Overexpressed LEF-1 proteins display different nuclear localization patterns of β-catenin in normal versus tumor cells

β-Catenin not only plays a role in cadherin-dependent cell adhesion, but also interacts with T-cell factor (TCF)/lymphoid enhancer factor-1 (LEF-1) to affect gene expression. In this report, we describe the effects of exogenous LEF-1 and of treatment with leptomycin B (LMB), a specific inhibitor of CRM1-medicated nuclear export, on the nuclear localization and export of β-catenin. Normal epithelial cells overexpressing LEF-1 accumulate nuclear β-catenin in a LEF-1 concentration-dependent manner. Nuclear β-catenin, once imported from the cytoplasm, is rapidly removed from the nucleus.
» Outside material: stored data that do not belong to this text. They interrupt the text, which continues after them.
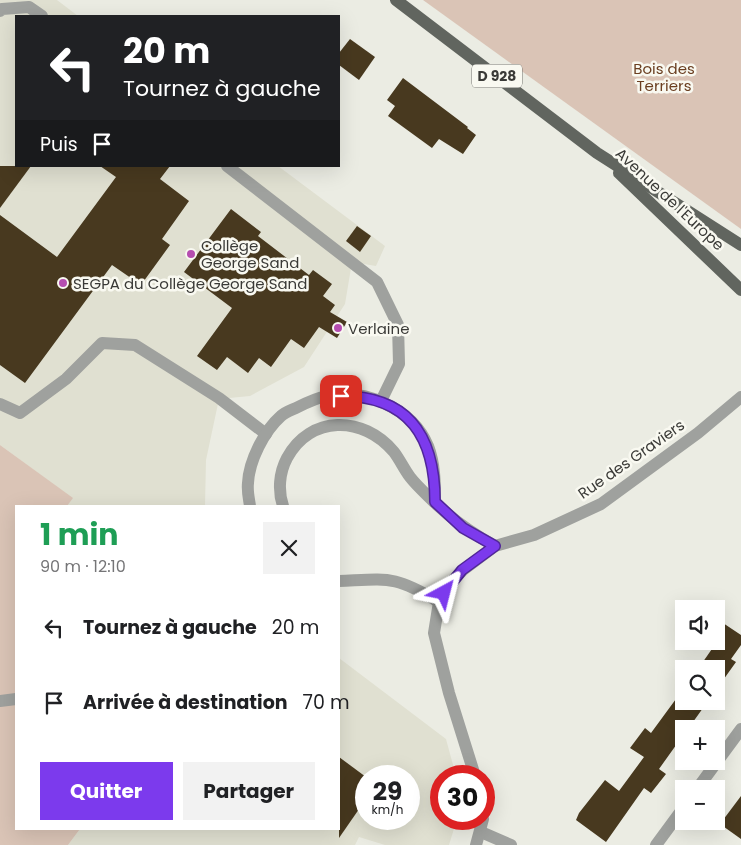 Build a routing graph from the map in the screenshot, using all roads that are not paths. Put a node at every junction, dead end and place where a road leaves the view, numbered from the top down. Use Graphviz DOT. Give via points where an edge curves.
graph roads {
  1 [pos="396,0"];
  2 [pos="0,11"];
  3 [pos="41,15"];
  4 [pos="597,153"];
  5 [pos="228,167"];
  6 [pos="741,245"];
  7 [pos="741,290"];
  8 [pos="741,397"];
  9 [pos="381,401"];
  10 [pos="0,404"];
  11 [pos="266,434"];
  12 [pos="435,502"];
  13 [pos="250,505"];
  14 [pos="283,505"];
  15 [pos="495,546"];
  16 [pos="340,582"];
  17 [pos="438,602"];
  18 [pos="15,699"];
  19 [pos="0,701"];
  20 [pos="741,729"];
  21 [pos="472,765"];
  22 [pos="704,780"];
  23 [pos="675,819"];
  24 [pos="480,830"];
  25 [pos="489,830"];
  26 [pos="476,845"];
  27 [pos="511,845"];
  28 [pos="656,845"];
  1 -- 4 [label="main road, Avenue de l'Europe / D 928"];
  2 -- 3 [label="street" via="29,7"];
  4 -- 6 [label="main road, Avenue de l'Europe / D 928"];
  4 -- 7 [label="main road, Avenue de l'Europe / D 928"];
  5 -- 9 [label="street" via="377,282 398,325 399,364"];
  8 -- 15 [label="street, Rue des Graviers" via="698,433 600,504 534,535"];
  9 -- 11 [label="street" via="355,396 326,396 281,416"];
  9 -- 12 [label="street" via="398,410 428,446"];
  10 -- 11 [label="street" via="20,413 66,378 102,343 135,345 219,398"];
  11 -- 13 [label="street" via="248,483"];
  12 -- 14 [label="street" via="411,479 394,452 373,434 329,424 298,441 286,460 280,485"];
  12 -- 15 [label="street" via="463,528"];
  15 -- 17 [label="street, Rue des Graviers" via="462,570"];
  16 -- 17 [label="street" via="391,579 412,586"];
  17 -- 21 [label="street, Rue des Graviers" via="434,633"];
  18 -- 19 [label="street"];
  20 -- 22 [label="street"];
  23 -- 28 [label="street"];
  24 -- 26 [label="street"];
  25 -- 27 [label="street"];
}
Treatment with LMB results in dramatic retention of nuclear β-catenin in normal epithelial cells transfected with LEF-1, and this effect is intensified by treatment of N-Acetyl-leucyl-leucyl-norleucinal together with LMB. Colon carcinoma cells containing an adenomatous polyposis coli mutation retain significant amounts of LEF-1 induced nuclear β-catenin considerably after the time-point when β-catenin disappears from the nuclei of LEF-1 transfected normal epithelial cells. β-Catenin binds directly to CRM1, and overexpression of CRM1 reduces nuclear β-catenin-mediated transactivation function.